(Your goal) Your response should contain each line of the data that includes "Joaquim".

=====

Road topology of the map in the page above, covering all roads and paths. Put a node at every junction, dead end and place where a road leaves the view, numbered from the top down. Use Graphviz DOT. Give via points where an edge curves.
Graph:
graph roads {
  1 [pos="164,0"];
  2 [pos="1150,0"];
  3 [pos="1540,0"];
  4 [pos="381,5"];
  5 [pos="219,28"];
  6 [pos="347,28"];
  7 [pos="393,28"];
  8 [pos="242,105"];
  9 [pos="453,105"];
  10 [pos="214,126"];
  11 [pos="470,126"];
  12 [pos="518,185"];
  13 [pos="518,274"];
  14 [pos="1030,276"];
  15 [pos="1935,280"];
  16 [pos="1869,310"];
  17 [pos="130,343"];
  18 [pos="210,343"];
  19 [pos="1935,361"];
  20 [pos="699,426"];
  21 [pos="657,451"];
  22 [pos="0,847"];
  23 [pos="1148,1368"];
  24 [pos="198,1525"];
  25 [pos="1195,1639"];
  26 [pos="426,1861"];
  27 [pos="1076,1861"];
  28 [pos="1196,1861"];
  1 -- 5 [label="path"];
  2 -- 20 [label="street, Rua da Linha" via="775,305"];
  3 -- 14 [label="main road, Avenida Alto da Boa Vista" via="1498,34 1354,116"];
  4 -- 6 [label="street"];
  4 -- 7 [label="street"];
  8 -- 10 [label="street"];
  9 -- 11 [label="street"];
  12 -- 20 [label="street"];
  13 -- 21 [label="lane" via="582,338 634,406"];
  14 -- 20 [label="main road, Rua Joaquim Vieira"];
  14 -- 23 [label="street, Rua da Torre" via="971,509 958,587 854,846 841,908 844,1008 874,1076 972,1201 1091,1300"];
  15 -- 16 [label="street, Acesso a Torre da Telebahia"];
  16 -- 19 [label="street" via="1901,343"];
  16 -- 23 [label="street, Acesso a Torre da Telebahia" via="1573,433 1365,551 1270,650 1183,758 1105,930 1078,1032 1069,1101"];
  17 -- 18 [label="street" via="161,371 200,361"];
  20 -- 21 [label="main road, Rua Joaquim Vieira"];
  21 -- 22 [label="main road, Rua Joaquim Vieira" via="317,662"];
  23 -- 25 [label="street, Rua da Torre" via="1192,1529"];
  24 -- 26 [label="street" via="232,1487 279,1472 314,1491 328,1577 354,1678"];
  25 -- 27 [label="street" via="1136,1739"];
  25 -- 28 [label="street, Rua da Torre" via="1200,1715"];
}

=====

(Response)
  14 -- 20 [label="main road, Rua Joaquim Vieira"];
  20 -- 21 [label="main road, Rua Joaquim Vieira"];
  21 -- 22 [label="main road, Rua Joaquim Vieira" via="317,662"];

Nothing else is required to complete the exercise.